The Moon's monthly cycle is due to its orbital motion about the Earth. Tracking the Moon and its phases can help you to see the sky in three dimensions.
Reading: Stars & Planets, p. 308 to 310 (The Moon).
The Moon is a ball of rock lit by the Sun. As it orbits the Earth, different parts of its surface are in sunlight, and we see the Moon go through a cycle of phases from new to full and back to new again. To understand the Moon's phases, you need to understand the play of light and shadow on its surface.
A ball illuminated by a distant source of light will show phases much like the Moon's. Imagine a white ball hanging on a thread in front of you. Here's how the ball's appearance changes as the light source moves around:
|Position of light source||Appearance of ball||Phase|
|Far behind the ball||Completely dark||new|
|Behind ball, to the right||Most of left side in shadow||crescent|
|Far off to the right||Left half in shadow||quarter|
|Behind you, to the right||Left edge in shadow||gibbous|
|Far behind you||Completely illuminated||full|
|Behind you, to the left||Right edge in shadow||gibbous|
|Far off to the left||Right half in shadow||quarter|
|Behind ball, to the left||Most of right side in shadow||crescent|
The third column above gives the names of the various shapes or phases of the Moon; `new', `crescent', and `full' are self-explanatory, and `gibbous' just means not quite full. On the other hand, `quarter' may seem counter-intuitive, since half, and not a quarter, of the visible side is illuminated; a quarter moon is either one-quarter or three-quarters of the way through the cycle from one new Moon to the next.

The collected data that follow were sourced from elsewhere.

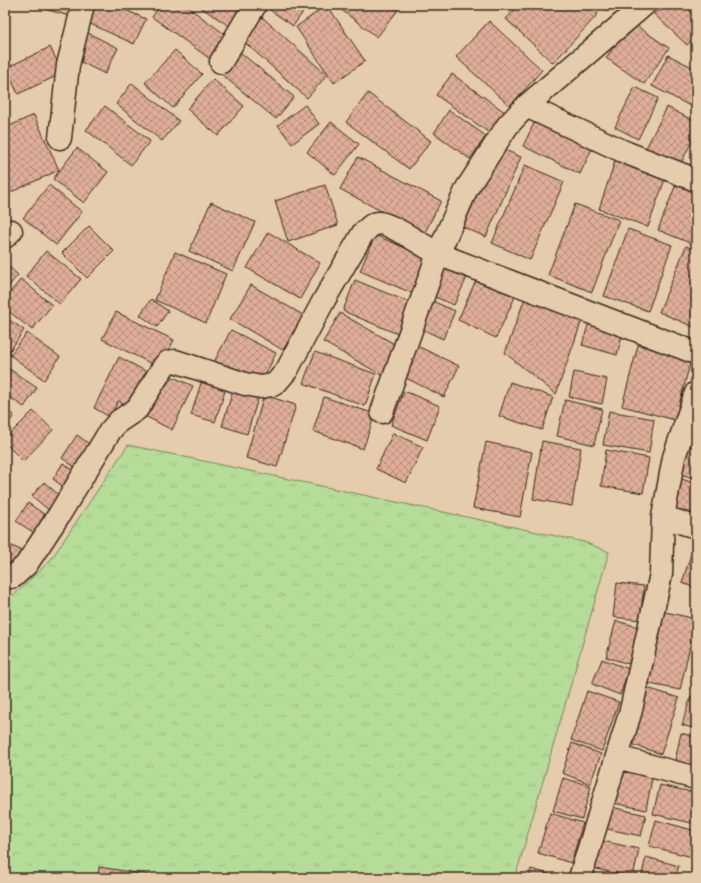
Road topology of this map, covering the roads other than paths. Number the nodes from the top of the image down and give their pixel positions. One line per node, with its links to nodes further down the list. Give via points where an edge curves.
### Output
1 (83, 5): 6 (street, via 68,65)
2 (255, 5): 4 (street)
3 (644, 5): 5 (street)
4 (221, 62)
5 (526, 106): 7 (street, via 627,153); 8 (street, via 508,125 467,188)
6 (60, 138)
7 (696, 180)
8 (438, 254): 9 (street); 11 (street); 14 (street, via 389,226 378,223 371,226 363,233 287,370 272,385 261,387 245,384 175,361 168,362 158,373 135,410 110,431 26,564 14,576)
9 (696, 353)
10 (696, 393): 12 (street, via 674,457)
11 (382, 412)
12 (663, 518): 13 (street); 15 (street, via 661,574 631,710)
13 (696, 527)
14 (5, 576)
15 (617, 757): 16 (street); 17 (street)
16 (696, 778)
17 (580, 878)

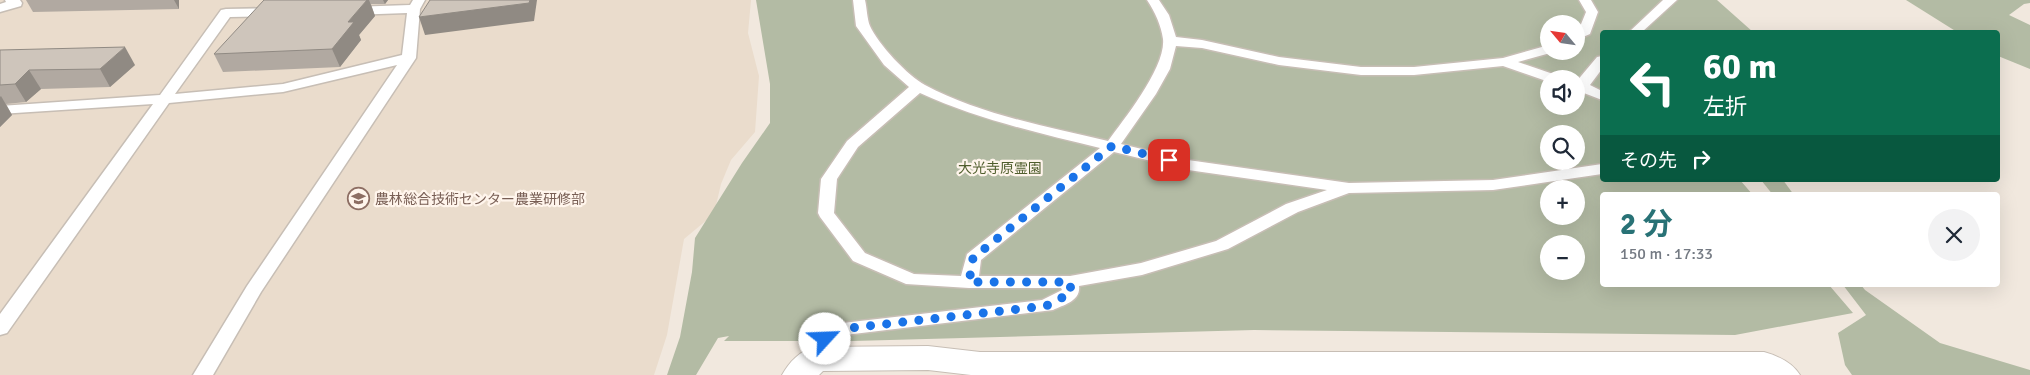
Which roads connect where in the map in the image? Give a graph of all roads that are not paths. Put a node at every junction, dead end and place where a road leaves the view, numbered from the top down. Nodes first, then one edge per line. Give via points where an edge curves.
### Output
1 (11, 0) edge
2 (859, 0) edge
3 (1152, 0) edge
4 (1585, 0) edge
5 (1671, 0) edge
6 (417, 5) edge
7 (0, 8) edge
8 (335, 11) edge
9 (285, 12) edge
10 (1637, 30) edge
11 (1585, 31) edge
12 (1170, 41) junction
13 (1540, 52) edge
14 (409, 58) junction
15 (1504, 62) junction
16 (1600, 62) edge
17 (1540, 74) edge
18 (1585, 79) edge
19 (918, 88) junction
20 (1585, 89) edge
21 (1600, 95) edge
22 (166, 99) junction
23 (0, 110) edge
24 (1112, 146) junction
25 (1600, 170) edge
26 (1349, 188) junction
27 (969, 282) junction
28 (1070, 282) junction
29 (0, 328) edge
30 (807, 367) edge
31 (980, 369) edge
32 (1019, 369) edge
33 (1210, 369) edge
34 (1407, 369) edge
35 (1591, 370) edge
36 (203, 375) edge
37 (1783, 375) edge

1 - 7 lane via 16,3
2 - 19 lane via 863,26 889,62
3 - 12 lane via 1163,15
4 - 11 lane via 1592,12
5 - 10 lane
6 - 8 lane
6 - 14 lane
9 - 22 lane via 226,13
12 - 15 lane via 1202,44 1279,61 1361,71 1414,71
12 - 24 lane via 1163,69
13 - 15 lane
14 - 22 lane via 282,88
14 - 36 lane via 253,290
15 - 17 lane
16 - 18 lane
19 - 24 lane via 959,105 1031,127
19 - 27 lane via 852,144 829,178 826,213 859,258 912,280
20 - 21 lane
22 - 23 lane
22 - 29 lane
24 - 26 lane via 1188,165
24 - 27 lane via 973,258
25 - 26 lane via 1492,185
26 - 28 lane via 1292,208 1222,245 1142,269
27 - 28 lane
28 - 30 lane via 1071,293 1046,306 841,329 825,339
30 - 31 street via 928,358
31 - 32 street
32 - 33 street
33 - 34 street
34 - 35 street
35 - 37 street via 1764,364

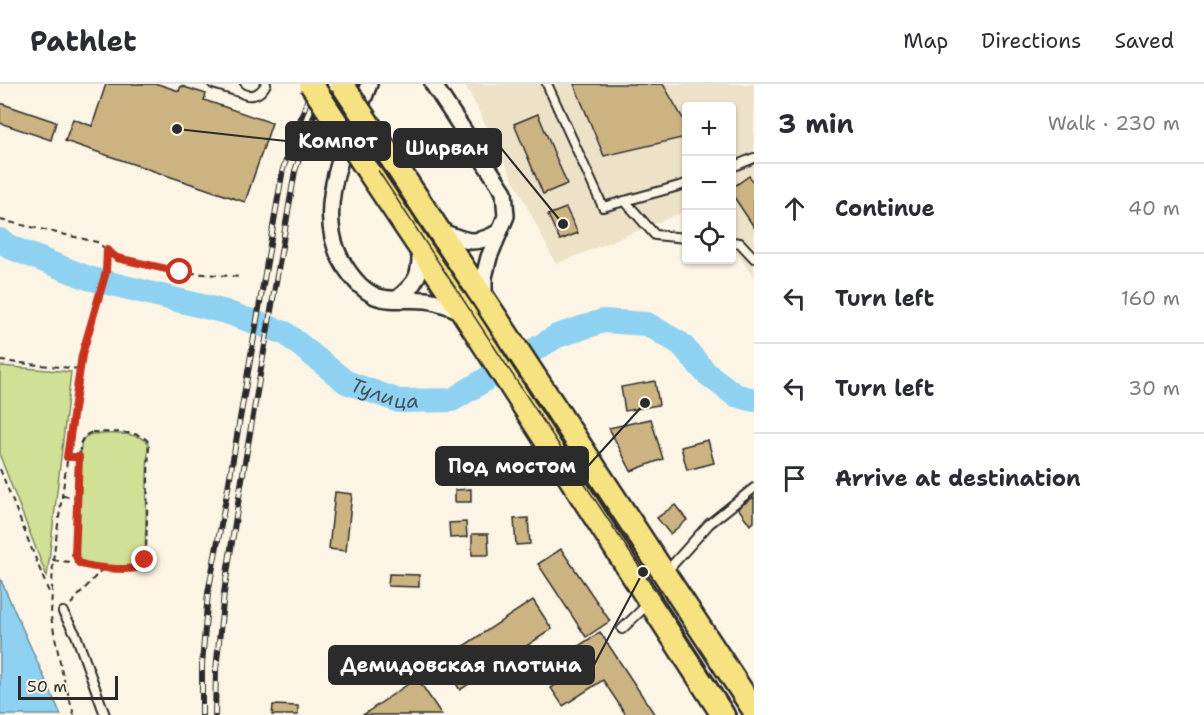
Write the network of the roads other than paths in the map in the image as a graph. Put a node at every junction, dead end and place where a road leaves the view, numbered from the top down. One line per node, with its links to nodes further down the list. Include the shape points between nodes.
1 (213, 84): 9 (lane)
2 (234, 84): 9 (lane)
3 (266, 84): 9 (lane, via 257,94)
4 (311, 84): 18 (main road, bridge)
5 (342, 84): 14 (main road, bridge)
6 (369, 84): 21 (street, via 335,176 330,219 339,259 358,285 377,297)
7 (433, 84): 15 (street, via 504,192 506,216)
8 (547, 84): 13 (lane, via 603,207)
9 (240, 93)
10 (754, 158): 11 (lane)
11 (736, 165)
12 (682, 185): 13 (lane)
13 (625, 201): 16 (lane, via 655,235)
14 (438, 230): 15 (street, via 471,242 485,241); 20 (main road)
15 (500, 232): 20 (street, via 484,277)
16 (682, 238)
17 (736, 242): 19 (lane)
18 (420, 246): 21 (street, via 421,267 416,280); 22 (main road)
19 (754, 258)
20 (484, 298): 24 (main road)
21 (397, 299): 22 (street, via 443,303)
22 (463, 312): 25 (main road)
23 (754, 488): 24 (lane, via 709,524)
24 (664, 574): 25 (main road); 28 (main road)
25 (649, 602): 27 (lane); 30 (main road)
26 (63, 612): 29 (lane, via 76,635)
27 (622, 628)
28 (754, 710)
29 (105, 715)
30 (723, 715)

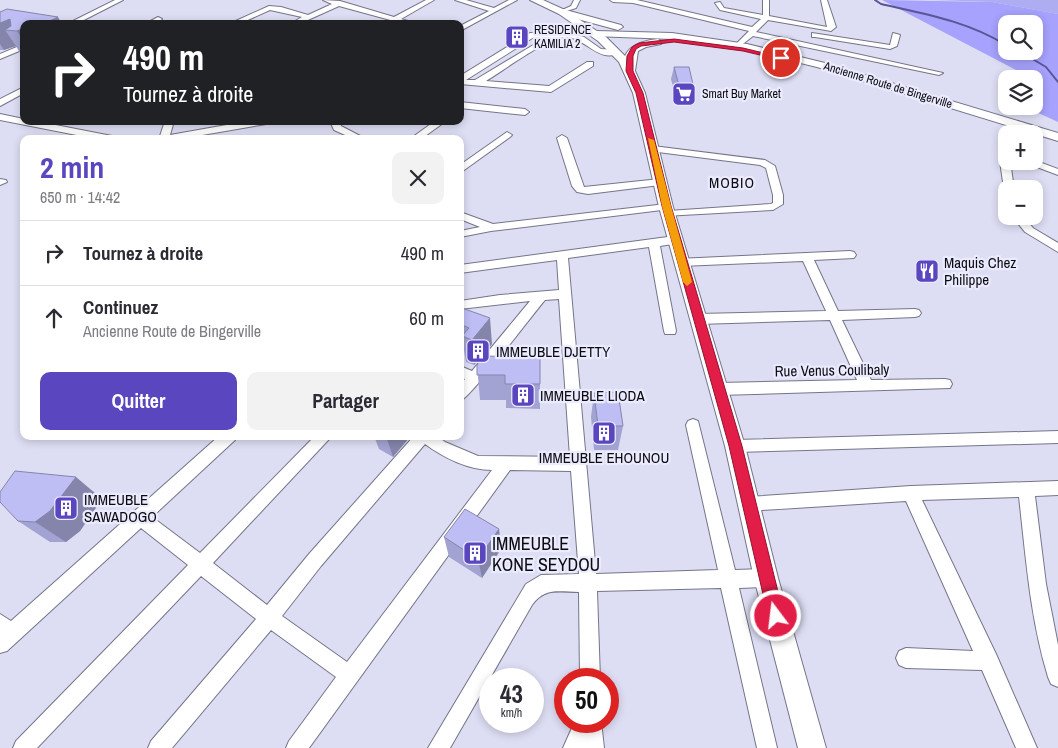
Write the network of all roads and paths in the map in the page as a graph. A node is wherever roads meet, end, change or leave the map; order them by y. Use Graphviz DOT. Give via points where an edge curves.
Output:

In reality, of course, the Moon is moving about the Earth, while our `source of light', namely the Sun, stays fixed. But as far as the appearance of the Moon at any given instant is concerned, all that really matters are the relative positions of the Earth (our point of view), the Moon, and the Sun.
With a little experience, you can use the appearance of the Moon to figure out the Sun's position. For example, if you see a crescent Moon in the east with its bright side facing down and somewhat to the left, you can deduce that the Sun is below the horizon, a bit further north, and much further away. By doing this, you are also learning to see the Sun and Moon as objects in space, rather than light sources glued to the inside of some imaginary celestial sphere.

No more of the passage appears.